Stage by stage observation of the experiments based on design B(see Fig. 2) is shown in Fig. 7. Liquid is initially loaded into the source chamber (see Fig. 7a). The disc is spun to transfer liquid into the air chamber (see Fig. 7b). The lack of venting hole in the design causes air to travel from the air chamber to the micro-balloon at the instance the liquid enters to the air chamber. Increasing the rotational speed results in more liquid transfer into the air chamber (see Fig. 7c). The frequency at which the liquid is fully removed from the source chamber (see Fig. 7d) is recorded in Fig. 8. At this stage, the amount of liquid is equivalent to the capacity of the micro-balloon of that particular rotational frequency. To test the performance of the Micro-balloon, the rotational speed is gradually reduced (see Fig. 7e) to show that the stored liquid is fully pumped to the source chamber when the rotation speed is reduced to 0 rpm (see Fig 7f).

Fig. 7.

Fig. 7

Schematic of micro-balloon micro-pumping. a Sample liquid is initially loaded into the source chamber. b The platform is then spun to burst the liquid from the source chamber into the air chamber. The absence of any vent hole in the air chamber forces the displaced air into the micro-balloon. c Increasing rotational speed results in higher centrifugal force and more volume of liquid is transferred to the air chamber. d All the liquid is transferred into the air chamber. e Reducing the rotational speed to lower levels result in micro-balloon contraction, this in return pumps the sample liquid back to the disc centre. f All the liquid is pumped back towards the disc centre to the source chamber.

It is clear from Fig 8 that the volume of liquid that can be stored is increases with the size of the micro-balloon. At a rotational speed of 1500 rpm, increasing the micro-balloon diameter from 3 mm to 5 mm increases the amount of stored liquid from 30µl to approximately 90µl. The theoretical results are in good agreement with the experimental results.

Adjusting the place where the intake compartment is connected to the air chamber determines the volume of liquid to be pumped back. The exact value of the liquid volume is important in various applications e.g., blood serum separation and collection.

4.2 Siphon actuation

On the centrifugal microfluidic platforms, siphoning is often employed to transfer liquid between two chambers in a multi-steps process. The examples include the blood serum separation and the transfer of liquid from the detection chamber to the waste chamber for an ELISA18, or the cascaded transfer of liquid between a series of chambers19. Current centrifugal platforms either utilize micro-channels surface modification or pneumatic pumping technique to implement siphon valves6264. However, surface properties of polymers tend to return to its natural state over time and pneumatic pumping methods requires high rotational speeds.

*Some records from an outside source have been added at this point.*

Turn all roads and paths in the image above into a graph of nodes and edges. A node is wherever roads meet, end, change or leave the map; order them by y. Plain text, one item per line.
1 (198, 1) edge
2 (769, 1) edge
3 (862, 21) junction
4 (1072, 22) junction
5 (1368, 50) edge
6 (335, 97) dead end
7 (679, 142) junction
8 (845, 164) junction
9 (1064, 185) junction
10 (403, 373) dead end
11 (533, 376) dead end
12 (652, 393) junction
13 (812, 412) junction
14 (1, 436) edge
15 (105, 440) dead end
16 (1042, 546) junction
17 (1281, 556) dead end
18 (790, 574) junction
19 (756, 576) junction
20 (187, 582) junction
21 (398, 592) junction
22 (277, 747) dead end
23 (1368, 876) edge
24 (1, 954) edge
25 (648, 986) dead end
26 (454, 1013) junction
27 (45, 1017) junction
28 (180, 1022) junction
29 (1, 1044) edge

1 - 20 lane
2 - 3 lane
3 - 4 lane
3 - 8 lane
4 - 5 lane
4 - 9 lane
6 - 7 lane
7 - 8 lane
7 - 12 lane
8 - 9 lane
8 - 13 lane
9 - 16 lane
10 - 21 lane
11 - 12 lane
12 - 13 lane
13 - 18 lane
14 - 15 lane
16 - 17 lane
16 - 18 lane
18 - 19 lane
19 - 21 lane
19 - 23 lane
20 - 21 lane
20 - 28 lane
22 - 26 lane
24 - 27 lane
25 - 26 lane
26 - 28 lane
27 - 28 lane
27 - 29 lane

The inclusion of a micro-balloon onto the centrifugal microfluidics platform allows for siphon actuation without the need for surface treatment or air compression. The step by step process of siphon actuation using design C (see Fig. 2) is shown in Fig. 9.The source chamber is initially loaded with 80 µl of liquid (see Fig. 9a). The disc is gradually spun to transfer liquid from the source chamber into the destination chamber (see Fig. 9b) during which the micro-balloon inflates to store the air displaced. At rotational speed of 1400 rpm whole liquid is transferred to the destination chamber where liquid levels at both destination chamber and siphon channel are equal (see Fig. 9c). At this stage, the height of the liquid in the intake compartment does not reach the top of the siphon crest and therefore siphon doesn’t actuate. By gradually decreasing the rotational speed, the centrifugal pressure acting on the liquid decreases proportionally. Therefore, the micro-balloon pushes the displaced air back into the air chamber. The air displaced pumps the liquid up into the adjoining intake compartment and into the siphon channel (see Fig. 9d). Once the liquid level in the siphon channel reaches the top of the crest, the siphon is actuated and liquid is siphoned into the ultimate collection chamber (see Fig. 9e and 9f). The rotational speed at which this occurs in our experiment is as low as 580 + 10 rpm. Unlike conventional pneumatically activated siphoning which requires high rotational speed9, in our design, the siphoning operates at a low range of rotational speed. Another benefit of the micro-balloon assisted siphon is the ability to actuate the siphon under both hydrophobic and hydrophilic conditions.

Fig. 9.

Fig. 9

schematic of siphon valve. a loading source chamber. b transferring liquid to the destination chamber by centrifugal force and trapping the air in the air chamber. c equalization of liquid levels at intake compartment and air chamber, and micro-balloon expansion. d decreasing the rotational speed cause micro-balloon contraction and pumps liquid in intake toward the disc centre. e when liquid level is higher than the siphon crest siphon activates and liquid sample transfers to ultimate destination. f slightly increasing the rotational frequency transfers whole liquid samples.

5. Conclusions

Unidirectional nature of fluids flow within centrifugal microfluidic platforms limits number of possible process steps before fluids reach to the rim of the disc. To overcome this limitation, we have presented a novel technique, called micro-balloon pumping. Micro-balloon pumping is based on displacement of trapped air to expand a highly elastic latex membrane and employ the stored elastic energy for pumping fluids. In comparison with other pumping methods geared to push fluids against centrifugal force, micro-balloon pumping does not require surface treatment, high rotational speed or any external actuators to create enough energy. The micro-balloon pumping compared to conventional pneumatic pumping techniques is able to pump larger volume of liquids at dramatically lower the range of rotational speed.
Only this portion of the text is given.